• ENTRIES PROVIDED:
· · · · · · ·

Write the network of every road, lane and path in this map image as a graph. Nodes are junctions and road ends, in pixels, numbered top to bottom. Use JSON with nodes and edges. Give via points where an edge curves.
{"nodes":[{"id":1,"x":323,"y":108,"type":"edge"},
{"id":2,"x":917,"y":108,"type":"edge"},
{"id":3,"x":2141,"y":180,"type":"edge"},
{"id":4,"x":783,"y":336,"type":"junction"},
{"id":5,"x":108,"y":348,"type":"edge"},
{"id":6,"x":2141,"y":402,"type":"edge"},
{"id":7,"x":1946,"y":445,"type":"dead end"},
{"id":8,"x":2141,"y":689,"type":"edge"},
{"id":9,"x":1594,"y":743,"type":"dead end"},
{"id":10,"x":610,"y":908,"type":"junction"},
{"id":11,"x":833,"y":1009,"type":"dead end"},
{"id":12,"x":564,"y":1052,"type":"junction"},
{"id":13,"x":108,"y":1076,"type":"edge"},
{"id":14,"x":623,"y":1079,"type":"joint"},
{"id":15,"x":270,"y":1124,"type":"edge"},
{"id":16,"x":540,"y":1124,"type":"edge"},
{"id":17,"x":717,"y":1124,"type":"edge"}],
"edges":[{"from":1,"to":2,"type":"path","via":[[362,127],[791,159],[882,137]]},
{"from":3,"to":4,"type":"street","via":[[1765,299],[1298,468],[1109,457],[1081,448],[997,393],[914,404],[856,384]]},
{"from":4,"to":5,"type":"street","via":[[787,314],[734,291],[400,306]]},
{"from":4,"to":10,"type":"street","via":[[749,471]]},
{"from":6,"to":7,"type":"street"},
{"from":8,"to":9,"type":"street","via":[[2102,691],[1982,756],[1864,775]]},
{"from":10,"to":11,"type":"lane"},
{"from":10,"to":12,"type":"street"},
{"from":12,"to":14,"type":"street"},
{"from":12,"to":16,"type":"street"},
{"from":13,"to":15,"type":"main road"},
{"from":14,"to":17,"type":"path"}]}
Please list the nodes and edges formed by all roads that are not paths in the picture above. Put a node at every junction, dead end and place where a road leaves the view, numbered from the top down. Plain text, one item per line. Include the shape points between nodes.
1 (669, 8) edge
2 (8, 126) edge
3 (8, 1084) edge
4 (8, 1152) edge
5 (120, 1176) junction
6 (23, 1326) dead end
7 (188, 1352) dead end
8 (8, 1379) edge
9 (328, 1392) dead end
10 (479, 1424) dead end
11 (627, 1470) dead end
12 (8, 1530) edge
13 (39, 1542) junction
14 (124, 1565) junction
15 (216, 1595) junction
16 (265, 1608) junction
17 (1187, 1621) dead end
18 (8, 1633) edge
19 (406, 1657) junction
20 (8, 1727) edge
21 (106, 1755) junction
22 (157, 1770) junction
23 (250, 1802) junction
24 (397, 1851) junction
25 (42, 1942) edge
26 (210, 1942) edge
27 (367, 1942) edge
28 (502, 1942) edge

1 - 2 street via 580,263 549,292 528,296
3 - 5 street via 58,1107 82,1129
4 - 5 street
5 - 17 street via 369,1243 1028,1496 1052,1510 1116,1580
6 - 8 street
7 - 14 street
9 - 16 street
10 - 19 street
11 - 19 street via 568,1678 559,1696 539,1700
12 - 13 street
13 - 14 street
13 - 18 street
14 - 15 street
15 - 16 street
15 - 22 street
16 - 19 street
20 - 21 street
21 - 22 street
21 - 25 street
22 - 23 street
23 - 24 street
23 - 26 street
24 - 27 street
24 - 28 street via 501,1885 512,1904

· · · · · · ·

• EXERCISE INSTRUCTIONS:
Reproduce the material while keeping each line exactly as it was written.

• ANSWER BOX:
Write the network of every road, lane and path in this map image as a graph. Nodes are junctions and road ends, in pixels, numbered top to bottom. Use JSON with nodes and edges. Give via points where an edge curves.
{"nodes":[{"id":1,"x":323,"y":108,"type":"edge"},
{"id":2,"x":917,"y":108,"type":"edge"},
{"id":3,"x":2141,"y":180,"type":"edge"},
{"id":4,"x":783,"y":336,"type":"junction"},
{"id":5,"x":108,"y":348,"type":"edge"},
{"id":6,"x":2141,"y":402,"type":"edge"},
{"id":7,"x":1946,"y":445,"type":"dead end"},
{"id":8,"x":2141,"y":689,"type":"edge"},
{"id":9,"x":1594,"y":743,"type":"dead end"},
{"id":10,"x":610,"y":908,"type":"junction"},
{"id":11,"x":833,"y":1009,"type":"dead end"},
{"id":12,"x":564,"y":1052,"type":"junction"},
{"id":13,"x":108,"y":1076,"type":"edge"},
{"id":14,"x":623,"y":1079,"type":"joint"},
{"id":15,"x":270,"y":1124,"type":"edge"},
{"id":16,"x":540,"y":1124,"type":"edge"},
{"id":17,"x":717,"y":1124,"type":"edge"}],
"edges":[{"from":1,"to":2,"type":"path","via":[[362,127],[791,159],[882,137]]},
{"from":3,"to":4,"type":"street","via":[[1765,299],[1298,468],[1109,457],[1081,448],[997,393],[914,404],[856,384]]},
{"from":4,"to":5,"type":"street","via":[[787,314],[734,291],[400,306]]},
{"from":4,"to":10,"type":"street","via":[[749,471]]},
{"from":6,"to":7,"type":"street"},
{"from":8,"to":9,"type":"street","via":[[2102,691],[1982,756],[1864,775]]},
{"from":10,"to":11,"type":"lane"},
{"from":10,"to":12,"type":"street"},
{"from":12,"to":14,"type":"street"},
{"from":12,"to":16,"type":"street"},
{"from":13,"to":15,"type":"main road"},
{"from":14,"to":17,"type":"path"}]}
Please list the nodes and edges formed by all roads that are not paths in the picture above. Put a node at every junction, dead end and place where a road leaves the view, numbered from the top down. Plain text, one item per line. Include the shape points between nodes.
1 (669, 8) edge
2 (8, 126) edge
3 (8, 1084) edge
4 (8, 1152) edge
5 (120, 1176) junction
6 (23, 1326) dead end
7 (188, 1352) dead end
8 (8, 1379) edge
9 (328, 1392) dead end
10 (479, 1424) dead end
11 (627, 1470) dead end
12 (8, 1530) edge
13 (39, 1542) junction
14 (124, 1565) junction
15 (216, 1595) junction
16 (265, 1608) junction
17 (1187, 1621) dead end
18 (8, 1633) edge
19 (406, 1657) junction
20 (8, 1727) edge
21 (106, 1755) junction
22 (157, 1770) junction
23 (250, 1802) junction
24 (397, 1851) junction
25 (42, 1942) edge
26 (210, 1942) edge
27 (367, 1942) edge
28 (502, 1942) edge

1 - 2 street via 580,263 549,292 528,296
3 - 5 street via 58,1107 82,1129
4 - 5 street
5 - 17 street via 369,1243 1028,1496 1052,1510 1116,1580
6 - 8 street
7 - 14 street
9 - 16 street
10 - 19 street
11 - 19 street via 568,1678 559,1696 539,1700
12 - 13 street
13 - 14 street
13 - 18 street
14 - 15 street
15 - 16 street
15 - 22 street
16 - 19 street
20 - 21 street
21 - 22 street
21 - 25 street
22 - 23 street
23 - 24 street
23 - 26 street
24 - 27 street
24 - 28 street via 501,1885 512,1904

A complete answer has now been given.